A non-probabilistic sample will be recruited from the community. Individuals will be
included according to the following criteria: age ≥ 40 years; diagnosis of idiopathic PD
confirmed by a neurologist; classification between stages II to IV of the modified Hoehn
& Yahr Scale (HY); use of anti-parkinsonian medication with stable pharmacological
therapy for at least 6 months; ability to walk independently in a 14-meter corridor with
a walking speed ≤ 1.1 m/s (defined to screen individuals with gait impairments); ability
to use a single-point cane during walking correctly and safely without regular use of any
type of assistive device since the diagnosis of PD. Individuals with cognitive
impairment, using deep brain stimulation, or who present any other condition that may
compromise the test performance will be excluded. Two individuals with PD were involved
as collaborators in this study to contribute to the relevance of the research through the
inclusion of patient perspectives.
After baseline assessments individuals will be randomly allocated into the experimental
and control groups. After allocation, all individuals will be instructed to maintain
their usual healthcare routines.
Individuals in the experimental group will receive cane usage training, provided in four
sessions lasting 40 minutes each, spaced over a period of 15 to 22 days. Additionally,
they will be instructed and encouraged to use the cane in their daily mobility
activities, both indoors and outdoors, starting from the first day of training. To
monitor adherence, individuals will receive a diary to record on which occasions and for
how long they used the cane during gait activities. To enhance adherence, participants
will receive telephone follow-ups between sessions aimed at monitoring and encouraging
device use. Individuals will be re-evaluated after the end of the training sessions.

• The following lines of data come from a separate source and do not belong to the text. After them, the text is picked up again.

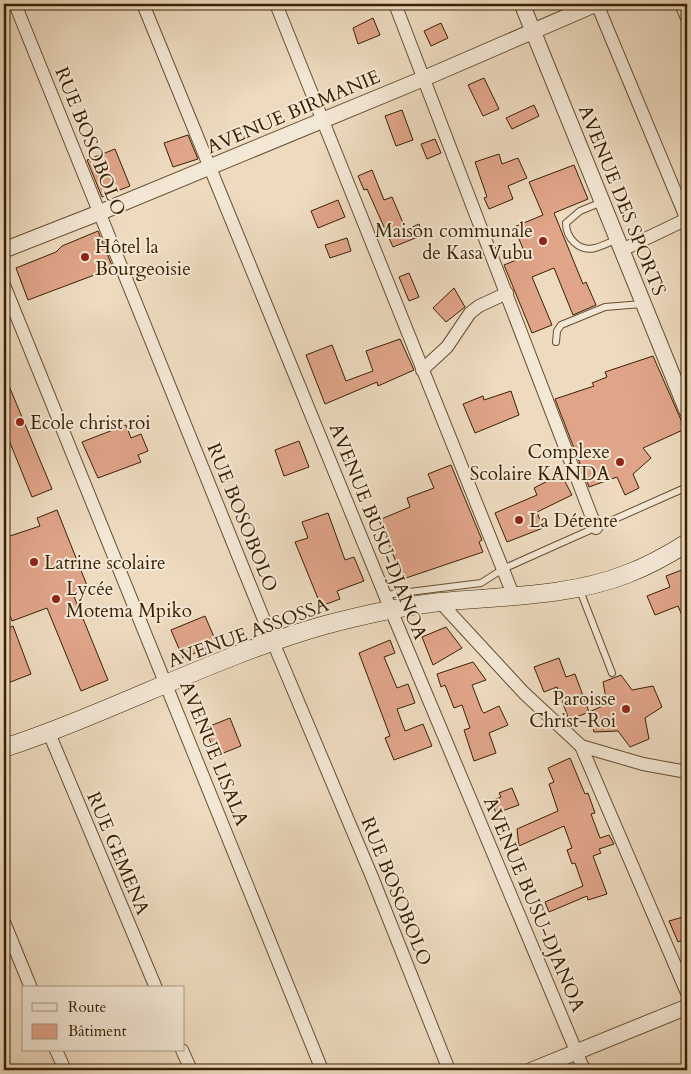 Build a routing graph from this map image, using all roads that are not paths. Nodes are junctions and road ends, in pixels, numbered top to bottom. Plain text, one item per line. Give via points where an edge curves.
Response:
1 (15, 4) edge
2 (143, 4) edge
3 (276, 4) edge
4 (396, 4) edge
5 (522, 4) edge
6 (596, 4) edge
7 (681, 4) edge
8 (687, 18) edge
9 (534, 32) junction
10 (425, 78) junction
11 (322, 120) junction
12 (210, 167) junction
13 (602, 202) junction
14 (100, 212) junction
15 (687, 220) edge
16 (620, 245) junction
17 (4, 250) edge
18 (4, 285) edge
19 (507, 293) junction
20 (643, 304) junction
21 (556, 342) dead end
22 (422, 370) junction
23 (687, 411) edge
24 (687, 487) edge
25 (596, 528) junction
26 (687, 543) edge
27 (503, 570) junction
28 (578, 587) junction
29 (514, 597) junction
30 (440, 602) junction
31 (388, 603) junction
32 (273, 642) junction
33 (612, 673) dead end
34 (167, 684) junction
35 (48, 733) junction
36 (581, 746) junction
37 (4, 748) edge
38 (687, 772) edge
39 (4, 922) edge
40 (30, 986) edge
41 (155, 986) edge
42 (687, 993) edge
43 (687, 1007) edge
44 (57, 1052) edge
45 (183, 1052) edge
46 (576, 1052) junction
47 (65, 1070) edge
48 (191, 1070) edge
49 (322, 1070) edge
50 (449, 1070) edge
51 (532, 1070) edge
52 (584, 1070) edge

1 - 14 street, RUE BOSOBOLO
2 - 12 street, AVENUE BUSU-DJANOA
3 - 11 street
4 - 10 street
5 - 9 street, AVENUE DES SPORTS
6 - 9 street, AVENUE BIRMANIE
6 - 15 street
7 - 8 street
9 - 10 street, AVENUE BIRMANIE
9 - 13 street, AVENUE DES SPORTS
10 - 11 street, AVENUE BIRMANIE
10 - 19 street
11 - 12 street, AVENUE BIRMANIE
11 - 22 street
12 - 14 street, AVENUE BIRMANIE
12 - 31 street, AVENUE BUSU-DJANOA
13 - 16 street, AVENUE DES SPORTS
13 - 16 lane via 580,212 566,223 566,230 571,239 582,247 594,249
14 - 17 street, AVENUE BIRMANIE
14 - 32 street, RUE BOSOBOLO
15 - 16 street
16 - 20 street, AVENUE DES SPORTS
18 - 34 street, AVENUE LISALA
19 - 22 street via 470,313 447,347
19 - 25 street
20 - 21 lane via 605,307 561,325
20 - 23 street, AVENUE DES SPORTS
22 - 27 street
24 - 25 lane
25 - 27 lane
26 - 28 main road, AVENUE ASSOSSA via 626,575
27 - 29 street
27 - 31 lane via 473,585
28 - 29 main road, AVENUE ASSOSSA
28 - 33 lane
29 - 30 main road, AVENUE ASSOSSA
30 - 31 main road, AVENUE ASSOSSA
30 - 36 street via 524,693
31 - 32 main road, AVENUE ASSOSSA
31 - 46 street, AVENUE BUSU-DJANOA
32 - 34 main road, AVENUE ASSOSSA
32 - 50 street, RUE BOSOBOLO
34 - 35 main road, AVENUE ASSOSSA
34 - 49 street, AVENUE LISALA
35 - 37 main road, AVENUE ASSOSSA
35 - 41 street, RUE GEMENA
36 - 38 street via 643,764
36 - 42 street
39 - 40 street
43 - 46 street
44 - 47 street
45 - 48 street
46 - 51 street
46 - 52 street, AVENUE BUSU-DJANOA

After revaluation, the canes will be left with participants who will be instructed as
follows: "Feel free to use the cane at any time as needed." Another diary will be
provided for the participant to record the use of the device after the end of the
intervention.
To ensure a comparable amount of attention received, individuals in the control group
will receive an intervention involving global stretching of the upper and lower limbs and
health education. The intervention will be provided in four sessions lasting 40 minutes
each, spaced for 15 to 22 days. Additionally, individuals allocated to the control group
will be instructed not to start using any assistive device during the study period and
encouraged to perform stretching daily at home from the first day of training. To monitor
adherence, individuals will receive a diary to record stretching exercises performed
daily. To enhance adherence, participants will receive telephone follow-ups between
sessions aimed at monitoring and encouraging the performance of the stretching
exercises.The intervention will be offered by the same physiotherapist responsible for
training the experimental group. Individuals will be re-evaluated after the end of the
training sessions. After revaluation, the participants will be instructed as follows:
"Feel free to continue stretching exercises and use the health information discussed as
needed." Another diary will be provided for the participant to record the stretching
exercises performed after the end of the intervention.
The primary outcomes is gait speed. Secondary outcomes include gait confidence, cadence,
step length, functional mobility, freezing of gait , fear of falls, and satisfaction with
the use of a cane. Adverse events will be monitored throughout the intervention. They are
defined as any unexpected medical issue related to the intervention-such as pain, falls,
or exercise intolerance-that requires hospitalization or additional treatment.
The sample size was calculated based on a clinically meaningful difference of 0.22 m/s
and a standard deviation of 0.15 m/s in the 10MWT for individuals with PD. With a 5%
significance level and 80% power, 18 participants were required. Considering a 30%
dropout rate, the final sample size was set at 26 (13 per group). However, this study
will utilize an adaptive design and the sample size will be re-estimated using the effect
sizes from the current study and recruitment will be adjusted accordingly. Between-group
differences will be measured using a two-way repeated measures ANOVA, considering
baseline, post-intervention, and follow-up assessments, following both intention-to-treat
and per-protocol approaches (α=0.05).